All posts by Marcia D'Alton

Alternative to proposed Local Government Reform

Whilst the inadequacy of Irish institutions in handling finance is well proven, consider basic distribution channel theory.  In distribution, the term “middleman” describes an intermediary between a producer and an end customer.  The middleman adds an extra step in the distribution chain, puts a mark-up on for himself and generally adds cost.  It is regarded as good to eliminate the middleman.

A middleman without direct link to a producer has lost his raison d’être.  He simply swims aimlessly, clutching at any marketable merchandise.  His mere existence is an unnecessary expense.  In Irish local government, there is only one middleman: the County Council.  And elimination of this expense is entirely feasible.

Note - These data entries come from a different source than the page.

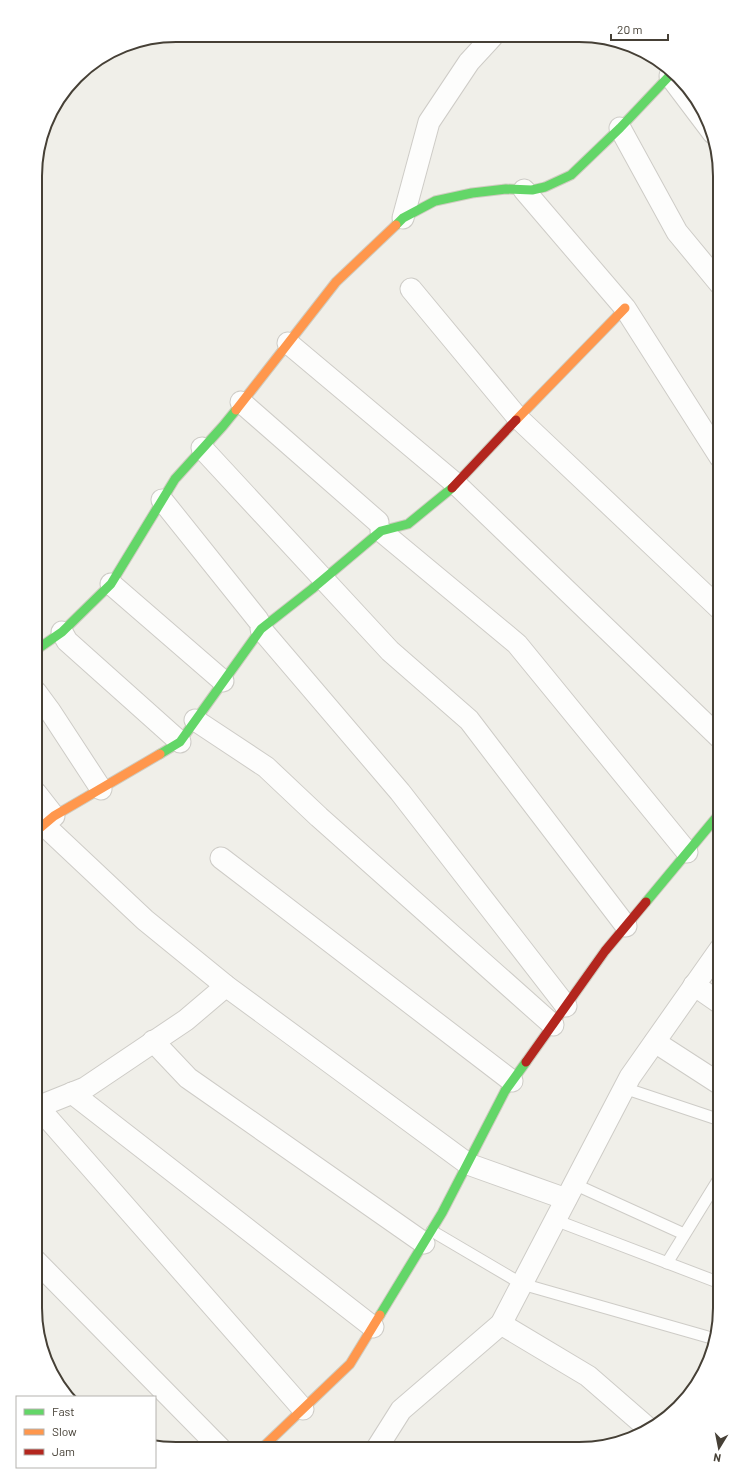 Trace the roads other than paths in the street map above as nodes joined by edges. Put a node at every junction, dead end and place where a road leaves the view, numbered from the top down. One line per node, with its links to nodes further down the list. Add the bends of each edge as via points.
1 (487, 42): 5 (street, via 469,62 429,122)
2 (669, 77): 3 (street)
3 (620, 128): 4 (street, via 571,175 545,188); 6 (street, via 678,232)
4 (524, 190): 5 (street, via 506,189 472,193 435,201); 8 (street)
5 (403, 218): 9 (street, via 336,282)
6 (713, 275)
7 (411, 289): 11 (street)
8 (625, 308): 11 (street); 12 (street)
9 (288, 343): 10 (street); 14 (street)
10 (241, 402): 13 (street); 16 (street)
11 (518, 418): 14 (street); 19 (street)
12 (713, 446)
13 (202, 448): 15 (street, via 175,479); 17 (street)
14 (456, 484): 16 (street, via 408,524); 26 (street)
15 (162, 500): 18 (street); 20 (street)
16 (380, 526): 17 (street); 31 (street, via 517,644)
17 (324, 578): 20 (street); 33 (street, via 390,651 469,720)
18 (110, 584): 21 (street); 23 (street)
19 (713, 602)
20 (259, 624): 23 (street); 38 (street, via 400,792)
21 (62, 632): 22 (street); 27 (street, via 67,641)
22 (42, 646)
23 (223, 681): 25 (street)
24 (42, 700): 28 (street)
25 (195, 720): 27 (street); 39 (street, via 266,767)
26 (713, 731)
27 (180, 742): 28 (street)
28 (101, 789): 30 (street)
29 (713, 821): 31 (street)
30 (44, 824): 36 (street, via 145,920)
31 (687, 852): 33 (street)
32 (221, 858): 43 (street)
33 (626, 926): 38 (street)
34 (713, 959): 35 (street)
35 (694, 985): 37 (street); 41 (street)
36 (226, 986): 40 (street, via 186,1020); 49 (street)
37 (713, 998)
38 (566, 1006): 39 (street)
39 (552, 1025): 43 (street)
40 (154, 1042): 45 (street, via 85,1088); 54 (street, via 188,1078)
41 (655, 1042): 42 (street); 44 (street)
42 (713, 1079)
43 (512, 1081): 49 (street)
44 (624, 1088): 48 (lane); 51 (street)
45 (72, 1093): 46 (street); 60 (street)
46 (42, 1105)
47 (42, 1113): 62 (street)
48 (713, 1118)
49 (468, 1164): 51 (street); 54 (street)
50 (713, 1188): 53 (lane)
51 (570, 1191): 52 (street); 53 (lane)
52 (555, 1220): 55 (lane); 58 (street)
53 (684, 1234): 55 (lane)
54 (428, 1237): 58 (lane); 60 (street)
55 (667, 1263): 57 (lane)
56 (42, 1267): 64 (street)
57 (713, 1280)
58 (522, 1284): 59 (street); 61 (lane)
59 (501, 1324): 63 (street, via 588,1376); 66 (street, via 401,1410)
60 (373, 1327): 62 (street, via 350,1364)
61 (709, 1337)
62 (303, 1409): 65 (street)
63 (644, 1425)
64 (214, 1442)
65 (268, 1442)
66 (381, 1442)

The structure for sustainable, bottom-up local government in this country is already in place.  Rural districts were created in the Local Government Act 1894.  Typically, they looked like a doughnut shaped ring around a town.  The town was managed by the then equivalent of the Town Council whilst the affairs of the rural district were the responsibility of the Rural District Council.  Each had an extensive statutory role.  When Rural District Councils were abolished by the Local Government Act 1925, all their functions were transferred to the County Councils.  But because rural districts are subdivided into the electoral districts we use today, they continue to be used for statistical analysis.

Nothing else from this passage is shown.